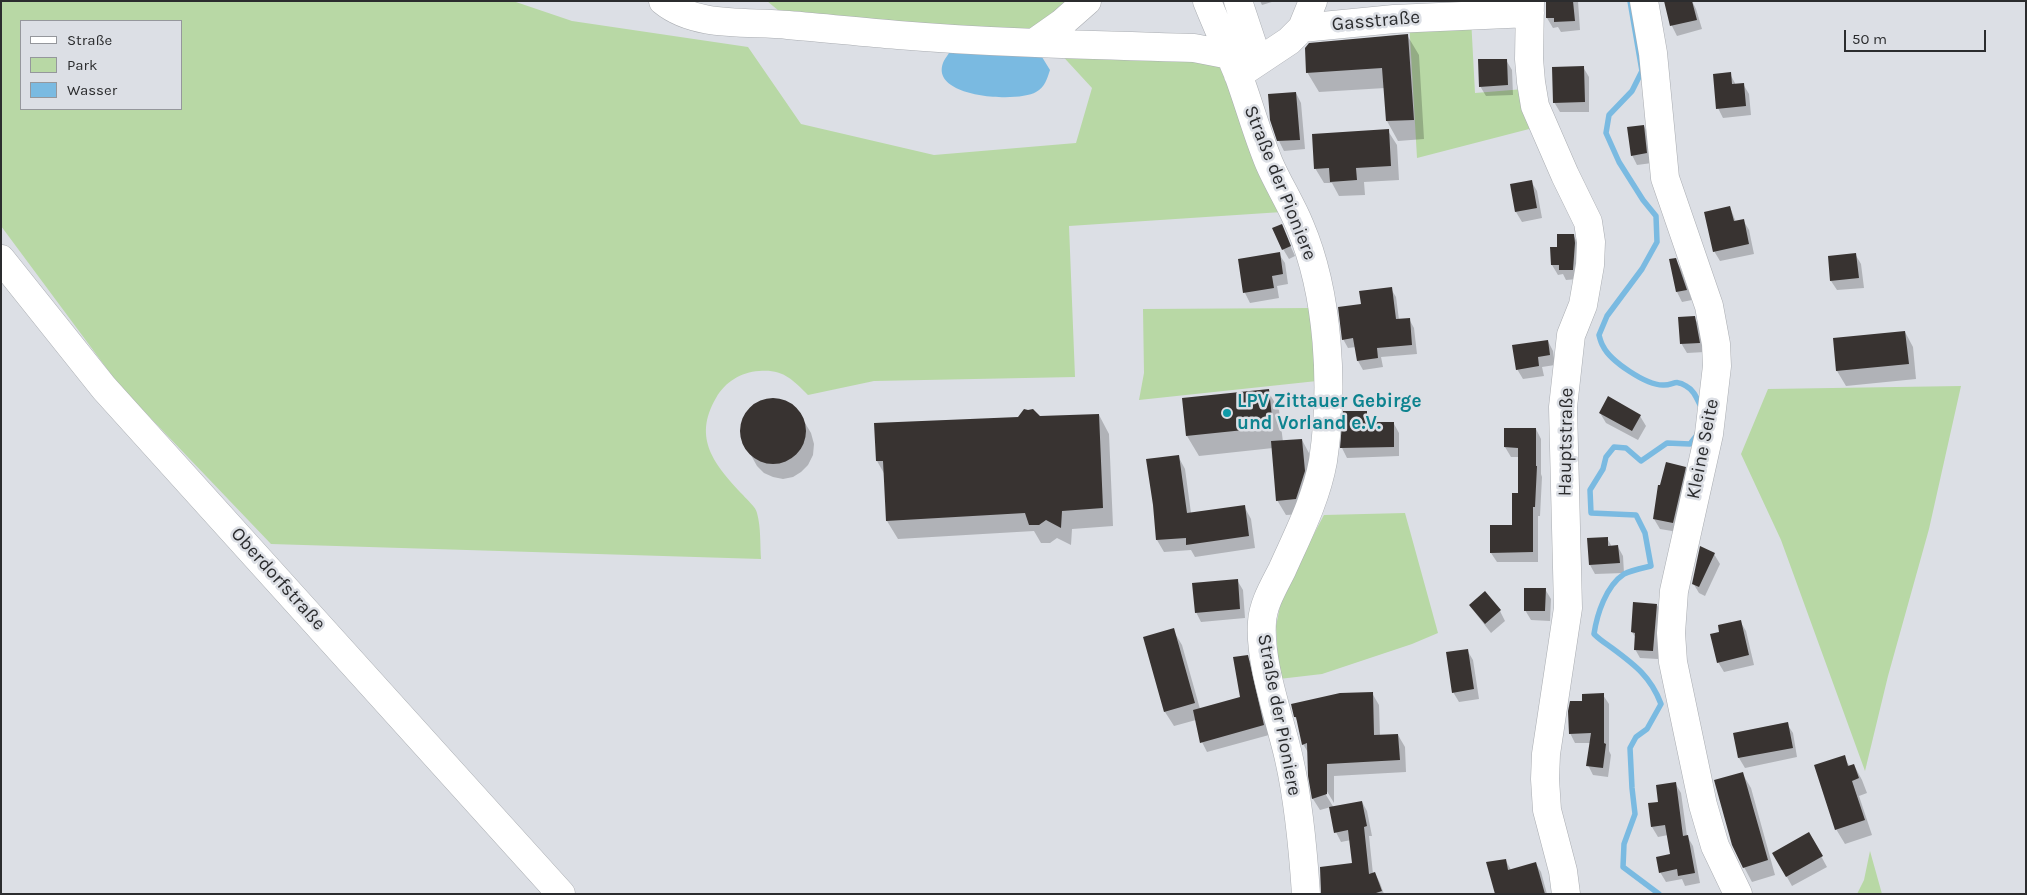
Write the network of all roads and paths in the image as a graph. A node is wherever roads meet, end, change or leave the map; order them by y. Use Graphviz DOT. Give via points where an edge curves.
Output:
graph roads {
  1 [pos="663,1"];
  2 [pos="1087,1"];
  3 [pos="1206,1"];
  4 [pos="1238,1"];
  5 [pos="1313,1"];
  6 [pos="1644,1"];
  7 [pos="1530,7"];
  8 [pos="1302,28"];
  9 [pos="1035,42"];
  10 [pos="1242,64"];
  11 [pos="1,259"];
  12 [pos="561,894"];
  13 [pos="1306,894"];
  14 [pos="1566,894"];
  15 [pos="1738,894"];
  1 -- 9 [label="street" via="688,14 710,20"];
  2 -- 9 [label="street"];
  3 -- 10 [label="street, Straße der Pioniere"];
  4 -- 10 [label="street"];
  5 -- 8 [label="street"];
  6 -- 15 [label="street, Kleine Seite" via="1653,53 1665,178 1709,306 1716,344 1709,434 1674,590 1673,662 1703,804 1715,846"];
  7 -- 8 [label="street, Gasstraße"];
  7 -- 14 [label="street, Hauptstraße" via="1529,59 1535,106 1588,222 1591,242 1583,305 1571,335 1563,406 1568,608 1545,779 1547,810"];
  8 -- 10 [label="street" via="1289,41"];
  9 -- 10 [label="street" via="1194,48"];
  10 -- 13 [label="street, Straße der Pioniere" via="1269,163 1300,225 1310,256 1326,334 1329,396 1318,482 1262,620 1271,688 1291,770 1303,845"];
  11 -- 12 [label="street, Oberdorfstraße" via="104,388"];
}
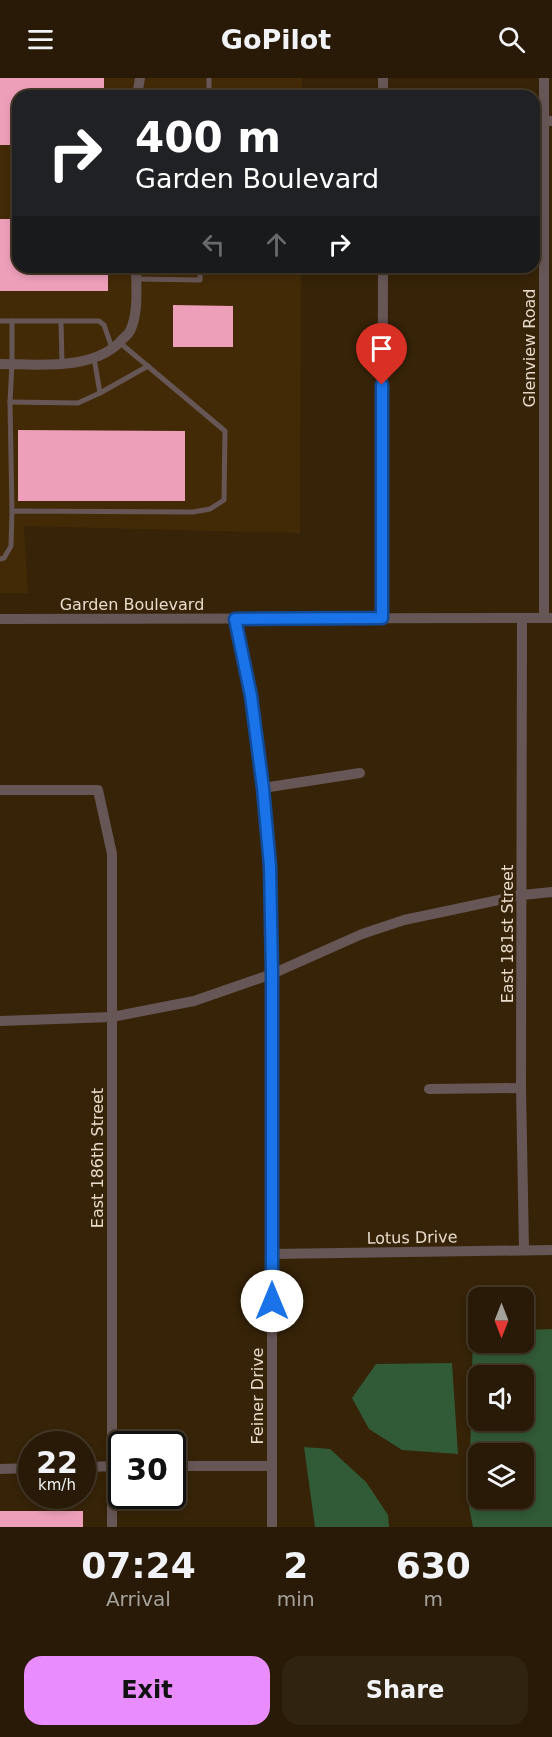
------------------------
— What you should do —
Give every record again exactly, apart from the pictures, which stay out.

— Response for this exercise —
Write the network of all roads and paths in the image as a graph. A node is wherever roads meet, end, change or leave the map; order them by y. Use Graphviz DOT. Give via points where an edge curves.
Output:
graph roads {
  1 [pos="663,1"];
  2 [pos="1087,1"];
  3 [pos="1206,1"];
  4 [pos="1238,1"];
  5 [pos="1313,1"];
  6 [pos="1644,1"];
  7 [pos="1530,7"];
  8 [pos="1302,28"];
  9 [pos="1035,42"];
  10 [pos="1242,64"];
  11 [pos="1,259"];
  12 [pos="561,894"];
  13 [pos="1306,894"];
  14 [pos="1566,894"];
  15 [pos="1738,894"];
  1 -- 9 [label="street" via="688,14 710,20"];
  2 -- 9 [label="street"];
  3 -- 10 [label="street, Straße der Pioniere"];
  4 -- 10 [label="street"];
  5 -- 8 [label="street"];
  6 -- 15 [label="street, Kleine Seite" via="1653,53 1665,178 1709,306 1716,344 1709,434 1674,590 1673,662 1703,804 1715,846"];
  7 -- 8 [label="street, Gasstraße"];
  7 -- 14 [label="street, Hauptstraße" via="1529,59 1535,106 1588,222 1591,242 1583,305 1571,335 1563,406 1568,608 1545,779 1547,810"];
  8 -- 10 [label="street" via="1289,41"];
  9 -- 10 [label="street" via="1194,48"];
  10 -- 13 [label="street, Straße der Pioniere" via="1269,163 1300,225 1310,256 1326,334 1329,396 1318,482 1262,620 1271,688 1291,770 1303,845"];
  11 -- 12 [label="street, Oberdorfstraße" via="104,388"];
}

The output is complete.